L’uomo comune al centro della Storia. Per Lang dentro a ogni persona si nascondeva uno spirito criminale, per Hitchcock era l’innocente a essere sempre perseguitato. E ancora: Spielberg, in Il ponte delle spie, sceglieva un avvocato per risolvere una delle controversie più spinose della Guerra Fredda. Allo stesso modo in L’ombra delle spie di Dominic Cooke è un venditore a essere reclutato per finire “al servizio segreto di Sua Maestà”.

Il suo volto è quello di un Benedict Cumberbatch ispirato, che consuma il suo fisico per calarsi in una spy story forse un po’ prevedibile, ma con un ritmo ben sostenuto. Morto Stalin, se ne fa un altro, ironizzava nel 2017 Armando Iannucci, e il nome del novello Stalin era Nikita Krusciov. Siamo nel 1960, il rapporto tra Unione Sovietica e Stati Uniti si inasprisce, si sta avvicinando la crisi dei missili di Cuba, ben raccontata da Robert De Niro in The Good Shepard – L’ombra del potere. Per evitare l’apocalisse nucleare, un pezzo grosso dell’URSS inizia a passare informazioni a inglesi e americani.

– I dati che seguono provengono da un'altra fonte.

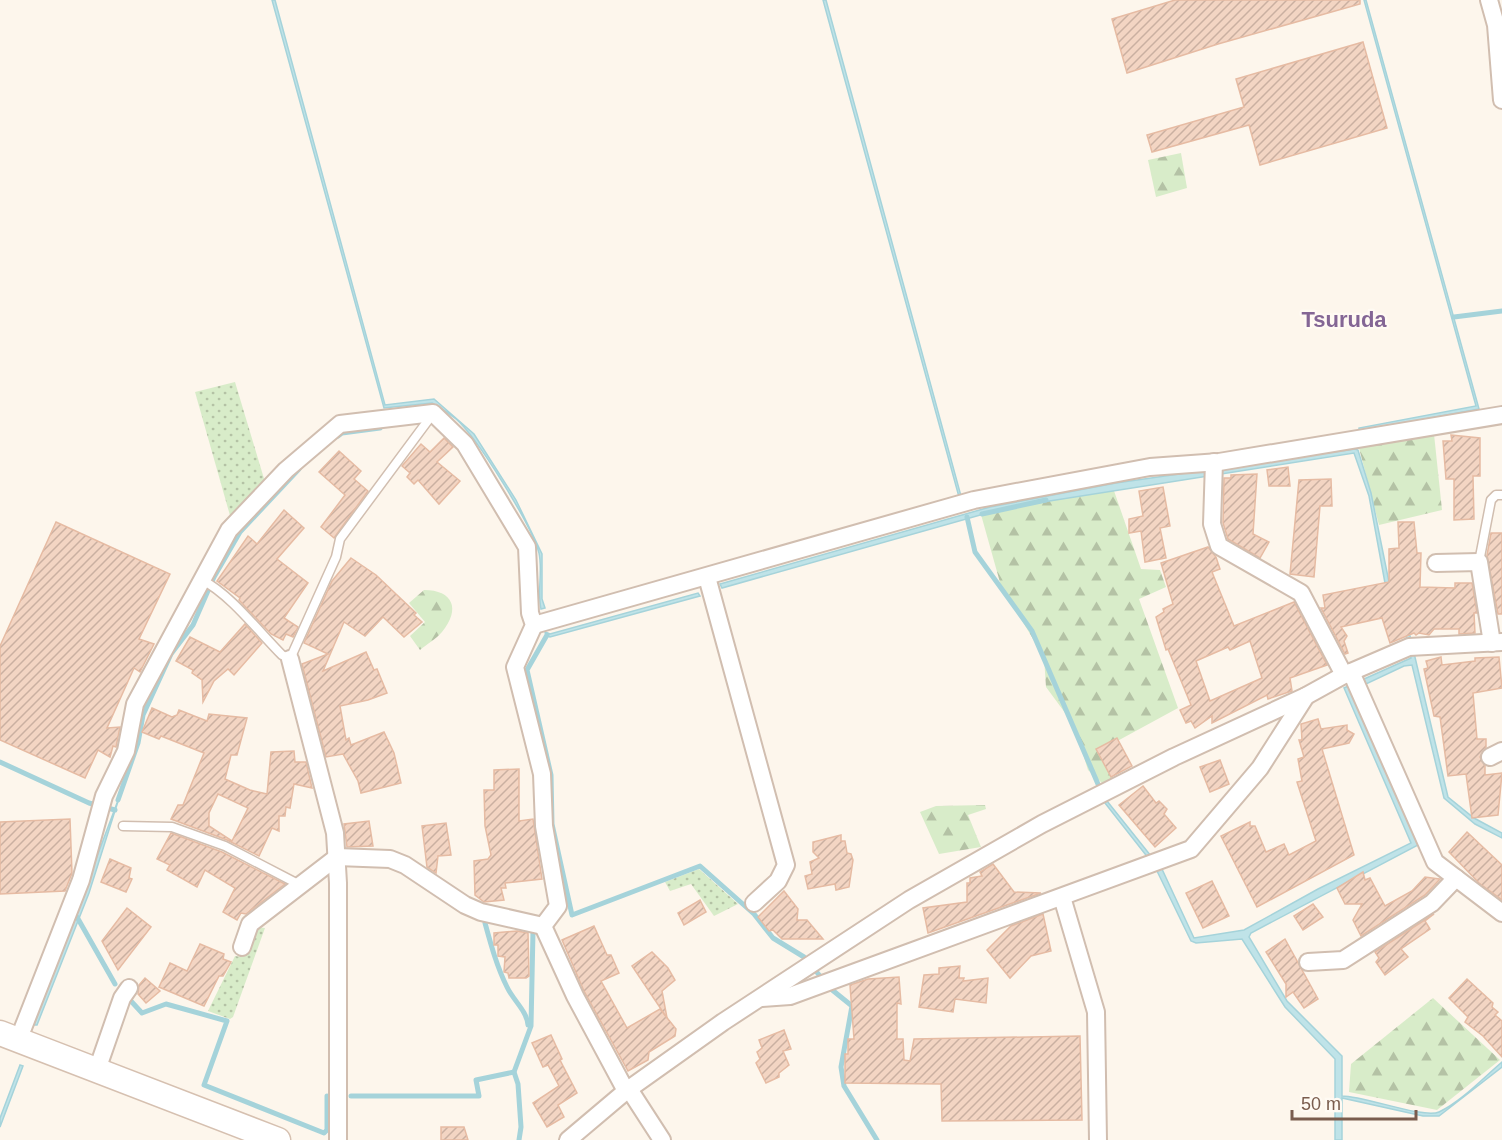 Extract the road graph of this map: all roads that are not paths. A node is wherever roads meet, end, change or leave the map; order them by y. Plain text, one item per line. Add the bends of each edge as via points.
1 (1489, 0) edge
2 (1502, 100) edge
3 (433, 413) junction
4 (1502, 415) edge
5 (1214, 462) junction
6 (1502, 495) edge
7 (1479, 562) junction
8 (1436, 563) dead end
9 (707, 577) junction
10 (202, 580) junction
11 (534, 625) junction
12 (1497, 642) edge
13 (290, 659) junction
14 (1348, 673) junction
15 (1306, 696) junction
16 (123, 826) dead end
17 (337, 857) junction
18 (1456, 878) junction
19 (300, 885) junction
20 (1062, 897) junction
21 (754, 903) dead end
22 (1502, 913) edge
23 (543, 926) junction
24 (242, 947) dead end
25 (1308, 962) dead end
26 (129, 988) dead end
27 (760, 998) junction
28 (11, 1031) edge
29 (97, 1070) junction
30 (628, 1090) junction
31 (278, 1140) edge
32 (338, 1140) edge
33 (568, 1140) edge
34 (662, 1140) edge
35 (1098, 1140) edge

1 - 2 street via 1496,26
3 - 10 street via 340,424 286,470 229,530
3 - 11 street via 465,444 527,547
3 - 13 lane via 340,539 336,557
4 - 5 street
5 - 9 street via 1150,467 975,500
5 - 14 street via 1212,524 1219,546 1301,593
6 - 7 lane via 1491,500
7 - 8 street
7 - 12 street
9 - 11 street
9 - 21 street via 786,865 778,881
10 - 13 lane via 224,593
10 - 28 street via 135,704 126,751 104,796 81,879
11 - 23 street via 515,667 542,774 544,826 558,906
12 - 14 street via 1409,647
13 - 17 street via 335,833
14 - 15 street
14 - 18 street via 1435,862
15 - 20 street via 1260,768 1191,849
15 - 27 street via 1042,824 909,900
16 - 19 lane via 172,827 225,846
17 - 19 street
17 - 23 street via 390,859 465,905
17 - 32 street
18 - 22 street
18 - 25 street via 1432,903 1343,960
19 - 24 street via 250,924
20 - 27 street via 790,996
20 - 35 street via 1096,1012
23 - 30 street via 575,996
26 - 29 street
27 - 30 street
28 - 29 street
29 - 31 street
30 - 33 street
30 - 34 street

Niente di nuovo, ma L’ombra delle spie ha il pregio di tenere alta la tensione, di dare linfa a un genere che negli ultimi tempi si è coniugato sempre più al femminile. Una volta a essere chiamata l’Atomica era Rita Hayworth, l’eterna Gilda. Oggi l’Atomica bionda è Charlize Theron, Angelina Jolie in Salt, Jennifer Lawrence in Red Sparrow… Cumberbatch non ha nulla da invidiare alle sue colleghe. Ogni tanto strizza l’occhio a James Bond, ma sa anche mettersi nei panni della vittima quando i toni diventano quelli di un prison movie.

 

Richiami a L’angolo rosso – Colpevole fino a prova contraria con Richard Gere, cronaca di due eroi separati solo dai colori della bandiera. Ma il regista conosce le regole della spy story, non aggiunge inutili orpelli alla narrazione, si avvicina alla “storia vera” con rispetto, esaltando anche il senso di abnegazione di un semplice commesso viaggiatore.

L’ombra delle spie è una vicenda lineare, priva di doppi e tripli giochi che spesso appesantiscono invece di appassionare. È un film misurato, che conferma l’interesse di Cooke per i drammi in costume. Il suo esordio era stato Chesil Beach – Il segreto di una notte con Saoirse Ronan. Eravamo sempre negli anni Sessanta, in Inghilterra. Si raccontava di una passione mai consumata, di un amore osteggiato dallo spirito dell’epoca. Qui Cooke ragiona sugli stessi temi, trasforma l’amore fisico in quello per la patria, e si schiera con vigore dalla parte di un’umanità che rischia di essere inghiottita dall’abisso in cui sta guardando.